WHAT THE TASK ASKS:
Every line that contains "Roland" must be located and copied from the data.

Stored data:
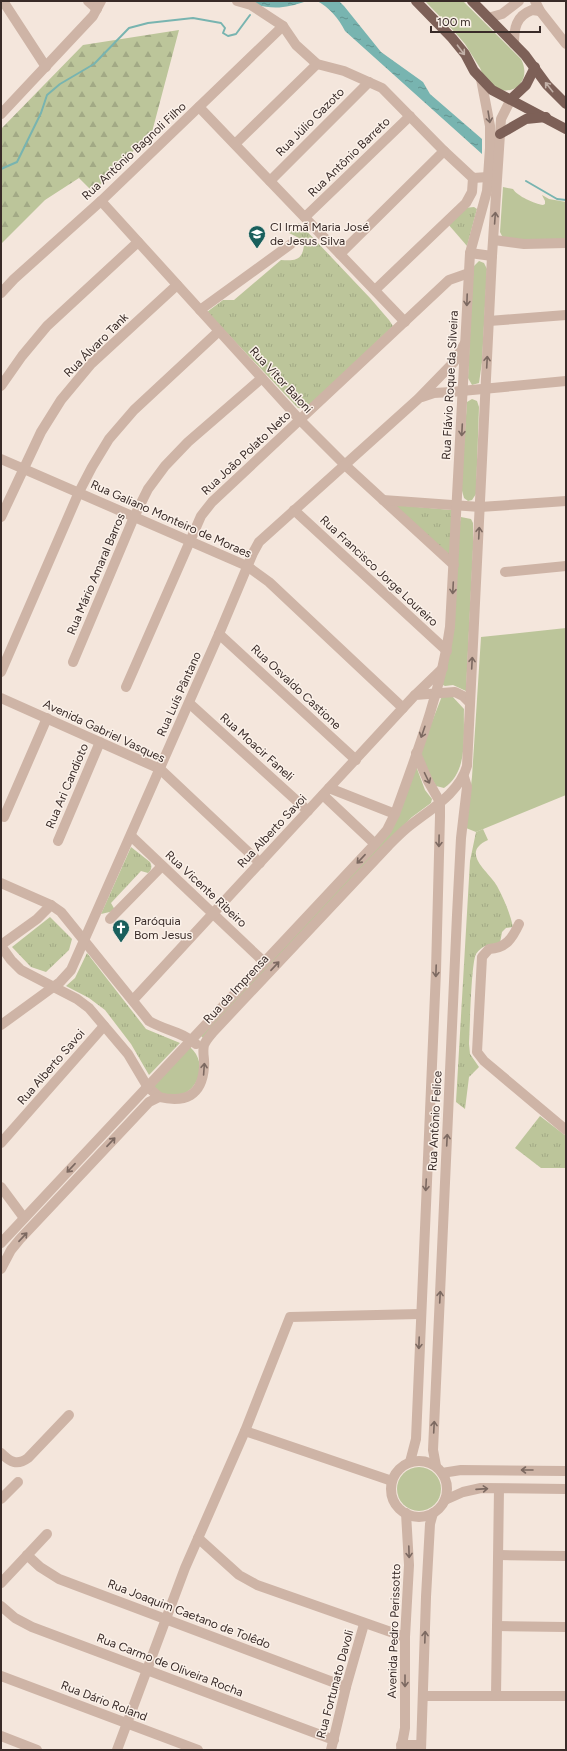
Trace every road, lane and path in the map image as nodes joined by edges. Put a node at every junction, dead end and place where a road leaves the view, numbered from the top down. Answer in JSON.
{"nodes":[{"id":1,"x":3,"y":1,"type":"edge"},
{"id":2,"x":88,"y":1,"type":"edge"},
{"id":3,"x":237,"y":1,"type":"edge"},
{"id":4,"x":416,"y":1,"type":"edge"},
{"id":5,"x":472,"y":1,"type":"edge"},
{"id":6,"x":519,"y":1,"type":"edge"},
{"id":7,"x":535,"y":1,"type":"edge"},
{"id":8,"x":99,"y":5,"type":"edge"},
{"id":9,"x":540,"y":11,"type":"junction"},
{"id":10,"x":488,"y":18,"type":"junction"},
{"id":11,"x":283,"y":26,"type":"junction"},
{"id":12,"x":514,"y":44,"type":"junction"},
{"id":13,"x":566,"y":44,"type":"edge"},
{"id":14,"x":317,"y":64,"type":"junction"},
{"id":15,"x":46,"y":67,"type":"junction"},
{"id":16,"x":535,"y":67,"type":"junction"},
{"id":17,"x":481,"y":79,"type":"junction"},
{"id":18,"x":369,"y":82,"type":"junction"},
{"id":19,"x":511,"y":98,"type":"junction"},
{"id":20,"x":566,"y":104,"type":"edge"},
{"id":21,"x":200,"y":107,"type":"junction"},
{"id":22,"x":1,"y":114,"type":"edge"},
{"id":23,"x":410,"y":116,"type":"junction"},
{"id":24,"x":546,"y":117,"type":"junction"},
{"id":25,"x":566,"y":129,"type":"edge"},
{"id":26,"x":500,"y":134,"type":"junction"},
{"id":27,"x":234,"y":144,"type":"junction"},
{"id":28,"x":444,"y":151,"type":"junction"},
{"id":29,"x":488,"y":177,"type":"junction"},
{"id":30,"x":474,"y":178,"type":"junction"},
{"id":31,"x":270,"y":181,"type":"junction"},
{"id":32,"x":470,"y":197,"type":"junction"},
{"id":33,"x":101,"y":201,"type":"junction"},
{"id":34,"x":484,"y":204,"type":"junction"},
{"id":35,"x":305,"y":217,"type":"junction"},
{"id":36,"x":494,"y":240,"type":"junction"},
{"id":37,"x":138,"y":242,"type":"junction"},
{"id":38,"x":566,"y":243,"type":"edge"},
{"id":39,"x":291,"y":244,"type":"dead end"},
{"id":40,"x":470,"y":252,"type":"junction"},
{"id":41,"x":340,"y":254,"type":"junction"},
{"id":42,"x":492,"y":256,"type":"junction"},
{"id":43,"x":469,"y":273,"type":"junction"},
{"id":44,"x":177,"y":285,"type":"junction"},
{"id":45,"x":375,"y":290,"type":"junction"},
{"id":46,"x":1,"y":293,"type":"edge"},
{"id":47,"x":200,"y":310,"type":"junction"},
{"id":48,"x":566,"y":316,"type":"edge"},
{"id":49,"x":489,"y":321,"type":"junction"},
{"id":50,"x":405,"y":322,"type":"junction"},
{"id":51,"x":219,"y":331,"type":"junction"},
{"id":52,"x":466,"y":342,"type":"junction"},
{"id":53,"x":262,"y":378,"type":"junction"},
{"id":54,"x":566,"y":380,"type":"edge"},
{"id":55,"x":1,"y":386,"type":"edge"},
{"id":56,"x":486,"y":389,"type":"junction"},
{"id":57,"x":464,"y":390,"type":"junction"},
{"id":58,"x":451,"y":392,"type":"junction"},
{"id":59,"x":418,"y":399,"type":"junction"},
{"id":60,"x":463,"y":407,"type":"junction"},
{"id":61,"x":300,"y":420,"type":"junction"},
{"id":62,"x":1,"y":459,"type":"edge"},
{"id":63,"x":345,"y":465,"type":"junction"},
{"id":64,"x":23,"y":468,"type":"junction"},
{"id":65,"x":79,"y":492,"type":"junction"},
{"id":66,"x":383,"y":500,"type":"junction"},
{"id":67,"x":566,"y":501,"type":"edge"},
{"id":68,"x":458,"y":506,"type":"junction"},
{"id":69,"x":480,"y":507,"type":"junction"},
{"id":70,"x":294,"y":510,"type":"junction"},
{"id":71,"x":1,"y":517,"type":"edge"},
{"id":72,"x":134,"y":517,"type":"junction"},
{"id":73,"x":189,"y":541,"type":"junction"},
{"id":74,"x":454,"y":565,"type":"junction"},
{"id":75,"x":247,"y":566,"type":"junction"},
{"id":76,"x":566,"y":566,"type":"edge"},
{"id":77,"x":505,"y":572,"type":"dead end"},
{"id":78,"x":219,"y":634,"type":"junction"},
{"id":79,"x":447,"y":651,"type":"junction"},
{"id":80,"x":73,"y":662,"type":"dead end"},
{"id":81,"x":443,"y":668,"type":"junction"},
{"id":82,"x":1,"y":672,"type":"edge"},
{"id":83,"x":126,"y":687,"type":"dead end"},
{"id":84,"x":415,"y":695,"type":"junction"},
{"id":85,"x":436,"y":695,"type":"junction"},
{"id":86,"x":1,"y":698,"type":"edge"},
{"id":87,"x":469,"y":702,"type":"junction"},
{"id":88,"x":189,"y":703,"type":"junction"},
{"id":89,"x":403,"y":708,"type":"junction"},
{"id":90,"x":47,"y":718,"type":"junction"},
{"id":91,"x":100,"y":742,"type":"junction"},
{"id":92,"x":416,"y":753,"type":"junction"},
{"id":93,"x":356,"y":760,"type":"junction"},
{"id":94,"x":160,"y":769,"type":"junction"},
{"id":95,"x":464,"y":777,"type":"junction"},
{"id":96,"x":326,"y":791,"type":"junction"},
{"id":97,"x":440,"y":802,"type":"junction"},
{"id":98,"x":308,"y":811,"type":"junction"},
{"id":99,"x":395,"y":814,"type":"junction"},
{"id":100,"x":4,"y":817,"type":"dead end"},
{"id":101,"x":131,"y":836,"type":"junction"},
{"id":102,"x":58,"y":841,"type":"dead end"},
{"id":103,"x":375,"y":844,"type":"junction"},
{"id":104,"x":260,"y":863,"type":"junction"},
{"id":105,"x":162,"y":866,"type":"junction"},
{"id":106,"x":1,"y":883,"type":"edge"},
{"id":107,"x":51,"y":905,"type":"junction"},
{"id":108,"x":213,"y":914,"type":"junction"},
{"id":109,"x":110,"y":919,"type":"dead end"},
{"id":110,"x":519,"y":924,"type":"dead end"},
{"id":111,"x":85,"y":940,"type":"junction"},
{"id":112,"x":1,"y":946,"type":"edge"},
{"id":113,"x":264,"y":962,"type":"junction"},
{"id":114,"x":53,"y":987,"type":"junction"},
{"id":115,"x":133,"y":1000,"type":"junction"},
{"id":116,"x":1,"y":1025,"type":"edge"},
{"id":117,"x":104,"y":1026,"type":"junction"},
{"id":118,"x":192,"y":1040,"type":"junction"},
{"id":119,"x":203,"y":1051,"type":"junction"},
{"id":120,"x":147,"y":1086,"type":"junction"},
{"id":121,"x":159,"y":1097,"type":"junction"},
{"id":122,"x":566,"y":1130,"type":"edge"},
{"id":123,"x":1,"y":1143,"type":"edge"},
{"id":124,"x":1,"y":1187,"type":"edge"},
{"id":125,"x":24,"y":1218,"type":"junction"},
{"id":126,"x":1,"y":1243,"type":"edge"},
{"id":127,"x":1,"y":1269,"type":"edge"},
{"id":128,"x":420,"y":1314,"type":"junction"},
{"id":129,"x":68,"y":1415,"type":"dead end"},
{"id":130,"x":246,"y":1431,"type":"junction"},
{"id":131,"x":1,"y":1453,"type":"edge"},
{"id":132,"x":410,"y":1462,"type":"junction"},
{"id":133,"x":439,"y":1469,"type":"junction"},
{"id":134,"x":566,"y":1470,"type":"edge"},
{"id":135,"x":392,"y":1481,"type":"junction"},
{"id":136,"x":18,"y":1482,"type":"dead end"},
{"id":137,"x":499,"y":1489,"type":"junction"},
{"id":138,"x":566,"y":1489,"type":"edge"},
{"id":139,"x":1,"y":1499,"type":"edge"},
{"id":140,"x":445,"y":1500,"type":"junction"},
{"id":141,"x":406,"y":1513,"type":"junction"},
{"id":142,"x":433,"y":1513,"type":"junction"},
{"id":143,"x":47,"y":1534,"type":"dead end"},
{"id":144,"x":198,"y":1538,"type":"junction"},
{"id":145,"x":499,"y":1555,"type":"junction"},
{"id":146,"x":27,"y":1556,"type":"junction"},
{"id":147,"x":566,"y":1556,"type":"edge"},
{"id":148,"x":1,"y":1583,"type":"edge"},
{"id":149,"x":1,"y":1606,"type":"edge"},
{"id":150,"x":166,"y":1619,"type":"junction"},
{"id":151,"x":364,"y":1624,"type":"junction"},
{"id":152,"x":497,"y":1626,"type":"junction"},
{"id":153,"x":566,"y":1627,"type":"edge"},
{"id":154,"x":405,"y":1637,"type":"junction"},
{"id":155,"x":147,"y":1670,"type":"junction"},
{"id":156,"x":1,"y":1676,"type":"edge"},
{"id":157,"x":346,"y":1687,"type":"junction"},
{"id":158,"x":423,"y":1696,"type":"junction"},
{"id":159,"x":496,"y":1696,"type":"junction"},
{"id":160,"x":566,"y":1696,"type":"edge"},
{"id":161,"x":127,"y":1723,"type":"junction"},
{"id":162,"x":1,"y":1736,"type":"edge"},
{"id":163,"x":332,"y":1745,"type":"edge"},
{"id":164,"x":401,"y":1747,"type":"edge"},
{"id":165,"x":421,"y":1748,"type":"edge"},
{"id":166,"x":37,"y":1750,"type":"edge"},
{"id":167,"x":117,"y":1750,"type":"edge"},
{"id":168,"x":198,"y":1750,"type":"edge"}],
"edges":[{"from":1,"to":15,"type":"street"},
{"from":2,"to":8,"type":"street"},
{"from":3,"to":11,"type":"street"},
{"from":4,"to":17,"type":"main road","one_way":true},
{"from":5,"to":10,"type":"main road"},
{"from":6,"to":10,"type":"street"},
{"from":7,"to":9,"type":"street"},
{"from":8,"to":15,"type":"street"},
{"from":9,"to":12,"type":"street"},
{"from":9,"to":13,"type":"street"},
{"from":10,"to":12,"type":"main road"},
{"from":11,"to":14,"type":"street"},
{"from":11,"to":21,"type":"street","name":"Rua Antônio Bagnoli Filho"},
{"from":12,"to":16,"type":"main road"},
{"from":14,"to":18,"type":"street"},
{"from":14,"to":27,"type":"street"},
{"from":15,"to":22,"type":"street"},
{"from":16,"to":19,"type":"main road"},
{"from":20,"to":16,"type":"main road","one_way":true},
{"from":17,"to":19,"type":"main road"},
{"from":17,"to":29,"type":"street","name":"Rua Flávio Roque da Silveira","one_way":true},
{"from":18,"to":23,"type":"street"},
{"from":18,"to":31,"type":"street","name":"Rua Júlio Gazoto"},
{"from":19,"to":24,"type":"main road"},
{"from":19,"to":26,"type":"street"},
{"from":21,"to":27,"type":"street"},
{"from":21,"to":33,"type":"street","name":"Rua Antônio Bagnoli Filho"},
{"from":23,"to":28,"type":"street"},
{"from":23,"to":35,"type":"street","name":"Rua Antônio Barreto"},
{"from":24,"to":25,"type":"main road"},
{"from":24,"to":26,"type":"main road"},
{"from":36,"to":26,"type":"street","one_way":true},
{"from":27,"to":31,"type":"street"},
{"from":28,"to":30,"type":"street"},
{"from":28,"to":41,"type":"street"},
{"from":29,"to":30,"type":"street"},
{"from":29,"to":34,"type":"street","name":"Rua Flávio Roque da Silveira"},
{"from":30,"to":32,"type":"street"},
{"from":31,"to":35,"type":"street"},
{"from":32,"to":34,"type":"street"},
{"from":32,"to":45,"type":"street"},
{"from":33,"to":37,"type":"street","name":"Rua Vítor Baloni"},
{"from":33,"to":46,"type":"street","name":"Rua Antônio Bagnoli Filho"},
{"from":34,"to":40,"type":"street","name":"Rua Flávio Roque da Silveira"},
{"from":35,"to":41,"type":"street"},
{"from":36,"to":38,"type":"street"},
{"from":36,"to":42,"type":"street"},
{"from":37,"to":44,"type":"street","name":"Rua Vítor Baloni"},
{"from":37,"to":55,"type":"street"},
{"from":39,"to":47,"type":"street"},
{"from":40,"to":42,"type":"street"},
{"from":40,"to":43,"type":"street","name":"Rua Flávio Roque da Silveira"},
{"from":41,"to":45,"type":"street"},
{"from":42,"to":49,"type":"street"},
{"from":43,"to":50,"type":"street","name":"Rua João Polato Neto"},
{"from":43,"to":52,"type":"street","name":"Rua Flávio Roque da Silveira","one_way":true},
{"from":44,"to":47,"type":"street","name":"Rua Vítor Baloni"},
{"from":44,"to":64,"type":"street","name":"Rua Álvaro Tank"},
{"from":45,"to":50,"type":"street"},
{"from":47,"to":51,"type":"street","name":"Rua Vítor Baloni"},
{"from":48,"to":49,"type":"street"},
{"from":56,"to":49,"type":"street","one_way":true},
{"from":50,"to":61,"type":"street","name":"Rua João Polato Neto"},
{"from":51,"to":53,"type":"street","name":"Rua Vítor Baloni"},
{"from":51,"to":65,"type":"street"},
{"from":52,"to":57,"type":"street","name":"Rua Flávio Roque da Silveira"},
{"from":52,"to":59,"type":"street","name":"Rua Luís Pântano"},
{"from":53,"to":61,"type":"street","name":"Rua Vítor Baloni"},
{"from":53,"to":72,"type":"street","name":"Rua Mário Amaral Barros"},
{"from":54,"to":56,"type":"street","name":"Rua Luís Pântano"},
{"from":56,"to":57,"type":"street","name":"Rua Luís Pântano"},
{"from":56,"to":69,"type":"street"},
{"from":57,"to":58,"type":"street","name":"Rua Luís Pântano"},
{"from":57,"to":60,"type":"street","name":"Rua Flávio Roque da Silveira"},
{"from":58,"to":59,"type":"street","name":"Rua Luís Pântano"},
{"from":58,"to":60,"type":"street"},
{"from":59,"to":63,"type":"street","name":"Rua Luís Pântano"},
{"from":60,"to":68,"type":"street","name":"Rua Flávio Roque da Silveira","one_way":true},
{"from":61,"to":63,"type":"street","name":"Rua Vítor Baloni"},
{"from":61,"to":73,"type":"street","name":"Rua João Polato Neto"},
{"from":62,"to":64,"type":"street","name":"Rua Galiano Monteiro de Moraes"},
{"from":63,"to":66,"type":"street","name":"Rua Vítor Baloni"},
{"from":63,"to":70,"type":"street","name":"Rua Luís Pântano"},
{"from":64,"to":65,"type":"street","name":"Rua Galiano Monteiro de Moraes"},
{"from":64,"to":71,"type":"street","name":"Rua Álvaro Tank"},
{"from":65,"to":72,"type":"street","name":"Rua Galiano Monteiro de Moraes"},
{"from":65,"to":82,"type":"street"},
{"from":66,"to":68,"type":"street"},
{"from":66,"to":74,"type":"street","name":"Rua Vítor Baloni"},
{"from":67,"to":69,"type":"street"},
{"from":68,"to":69,"type":"street"},
{"from":68,"to":74,"type":"street","name":"Rua Flávio Roque da Silveira"},
{"from":87,"to":69,"type":"street","one_way":true},
{"from":70,"to":75,"type":"street","name":"Rua Luís Pântano"},
{"from":70,"to":79,"type":"street","name":"Rua Francisco Jorge Loureiro"},
{"from":72,"to":73,"type":"street","name":"Rua Galiano Monteiro de Moraes"},
{"from":72,"to":80,"type":"street","name":"Rua Mário Amaral Barros"},
{"from":73,"to":75,"type":"street","name":"Rua Galiano Monteiro de Moraes"},
{"from":73,"to":83,"type":"street","name":"Rua João Polato Neto"},
{"from":74,"to":79,"type":"street","name":"Rua Flávio Roque da Silveira","one_way":true},
{"from":75,"to":78,"type":"street","name":"Rua Luís Pântano"},
{"from":75,"to":89,"type":"street","name":"Rua Galiano Monteiro de Moraes"},
{"from":76,"to":77,"type":"street"},
{"from":78,"to":88,"type":"street","name":"Rua Luís Pântano"},
{"from":78,"to":93,"type":"street","name":"Rua Osvaldo Castione"},
{"from":79,"to":81,"type":"street","name":"Rua Flávio Roque da Silveira"},
{"from":81,"to":84,"type":"street","name":"Rua Alberto Savoi"},
{"from":81,"to":85,"type":"street","name":"Rua Flávio Roque da Silveira"},
{"from":84,"to":85,"type":"street"},
{"from":84,"to":89,"type":"street","name":"Rua Alberto Savoi"},
{"from":85,"to":87,"type":"street"},
{"from":85,"to":92,"type":"street","name":"Rua da Imprensa","one_way":true},
{"from":86,"to":90,"type":"street","name":"Avenida Gabriel Vasques"},
{"from":87,"to":95,"type":"street"},
{"from":88,"to":94,"type":"street","name":"Rua Luís Pântano"},
{"from":88,"to":98,"type":"street","name":"Rua Moacir Faneli"},
{"from":89,"to":93,"type":"street","name":"Rua Alberto Savoi"},
{"from":90,"to":91,"type":"street","name":"Avenida Gabriel Vasques"},
{"from":90,"to":100,"type":"street"},
{"from":91,"to":94,"type":"street","name":"Avenida Gabriel Vasques"},
{"from":91,"to":102,"type":"street","name":"Rua Ari Candioto"},
{"from":92,"to":97,"type":"street","one_way":true},
{"from":92,"to":99,"type":"street","name":"Rua da Imprensa"},
{"from":93,"to":96,"type":"street","name":"Rua Alberto Savoi"},
{"from":94,"to":101,"type":"street","name":"Rua Luís Pântano"},
{"from":94,"to":104,"type":"street","name":"Avenida Gabriel Vasques"},
{"from":95,"to":97,"type":"street","name":"Rua da Imprensa"},
{"from":133,"to":95,"type":"street","name":"Rua Antônio Felice","one_way":true},
{"from":96,"to":98,"type":"street","name":"Rua Alberto Savoi"},
{"from":96,"to":99,"type":"street"},
{"from":96,"to":103,"type":"street"},
{"from":119,"to":97,"type":"street","name":"Rua da Imprensa","one_way":true},
{"from":97,"to":128,"type":"street","name":"Rua Antônio Felice","one_way":true},
{"from":98,"to":104,"type":"street","name":"Rua Alberto Savoi"},
{"from":99,"to":103,"type":"street","name":"Rua da Imprensa"},
{"from":101,"to":105,"type":"street","name":"Rua Vicente Ribeiro"},
{"from":101,"to":111,"type":"street","name":"Rua Luís Pântano"},
{"from":103,"to":113,"type":"street","name":"Rua da Imprensa","one_way":true},
{"from":104,"to":108,"type":"street","name":"Rua Alberto Savoi"},
{"from":105,"to":108,"type":"street","name":"Rua Vicente Ribeiro"},
{"from":105,"to":109,"type":"street"},
{"from":106,"to":107,"type":"street"},
{"from":107,"to":111,"type":"street"},
{"from":107,"to":112,"type":"street"},
{"from":108,"to":113,"type":"street","name":"Rua Vicente Ribeiro"},
{"from":108,"to":115,"type":"street","name":"Rua Alberto Savoi"},
{"from":110,"to":122,"type":"street"},
{"from":111,"to":114,"type":"street","name":"Rua Luís Pântano"},
{"from":111,"to":115,"type":"street"},
{"from":112,"to":114,"type":"street"},
{"from":113,"to":118,"type":"street","name":"Rua da Imprensa"},
{"from":114,"to":116,"type":"street","name":"Rua Luís Pântano"},
{"from":114,"to":117,"type":"street"},
{"from":115,"to":118,"type":"street"},
{"from":117,"to":120,"type":"street"},
{"from":117,"to":123,"type":"street","name":"Rua Alberto Savoi"},
{"from":118,"to":119,"type":"street"},
{"from":118,"to":120,"type":"street","name":"Rua da Imprensa"},
{"from":121,"to":119,"type":"street","name":"Rua da Imprensa","one_way":true},
{"from":120,"to":121,"type":"street"},
{"from":120,"to":125,"type":"street","name":"Rua da Imprensa","one_way":true},
{"from":127,"to":121,"type":"street","one_way":true},
{"from":124,"to":125,"type":"street"},
{"from":125,"to":126,"type":"street","name":"Rua da Imprensa"},
{"from":128,"to":130,"type":"street"},
{"from":128,"to":132,"type":"street","name":"Rua Antônio Felice","one_way":true},
{"from":129,"to":131,"type":"street"},
{"from":130,"to":135,"type":"street"},
{"from":130,"to":144,"type":"street"},
{"from":132,"to":133,"type":"street"},
{"from":132,"to":135,"type":"street"},
{"from":134,"to":133,"type":"street","one_way":true},
{"from":133,"to":140,"type":"street"},
{"from":135,"to":141,"type":"street"},
{"from":136,"to":139,"type":"street"},
{"from":137,"to":138,"type":"street"},
{"from":140,"to":137,"type":"street","one_way":true},
{"from":137,"to":145,"type":"street"},
{"from":140,"to":142,"type":"street"},
{"from":141,"to":142,"type":"street"},
{"from":141,"to":154,"type":"street","name":"Avenida Pedro Perissotto","one_way":true},
{"from":158,"to":142,"type":"street","one_way":true},
{"from":143,"to":146,"type":"street"},
{"from":144,"to":150,"type":"street"},
{"from":144,"to":151,"type":"street"},
{"from":145,"to":147,"type":"street"},
{"from":145,"to":152,"type":"street"},
{"from":146,"to":148,"type":"street"},
{"from":146,"to":150,"type":"street","name":"Rua Joaquim Caetano de Tolêdo"},
{"from":149,"to":155,"type":"street","name":"Rua Carmo de Oliveira Rocha"},
{"from":150,"to":155,"type":"street"},
{"from":150,"to":157,"type":"street","name":"Rua Joaquim Caetano de Tolêdo"},
{"from":151,"to":154,"type":"street"},
{"from":151,"to":157,"type":"street","name":"Rua Fortunato Davoli"},
{"from":152,"to":153,"type":"street"},
{"from":152,"to":159,"type":"street"},
{"from":154,"to":164,"type":"street","name":"Avenida Pedro Perissotto","one_way":true},
{"from":155,"to":161,"type":"street"},
{"from":155,"to":163,"type":"street","name":"Rua Carmo de Oliveira Rocha"},
{"from":156,"to":161,"type":"street","name":"Rua Dário Roland"},
{"from":157,"to":163,"type":"street","name":"Rua Fortunato Davoli"},
{"from":158,"to":159,"type":"street"},
{"from":158,"to":165,"type":"street"},
{"from":159,"to":160,"type":"street"},
{"from":161,"to":167,"type":"street"},
{"from":161,"to":168,"type":"street","name":"Rua Dário Roland"},
{"from":162,"to":166,"type":"street"},
{"from":164,"to":165,"type":"street"}]}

EXERCISE SOLUTION:
{"from":156,"to":161,"type":"street","name":"Rua Dário Roland"},
{"from":161,"to":168,"type":"street","name":"Rua Dário Roland"},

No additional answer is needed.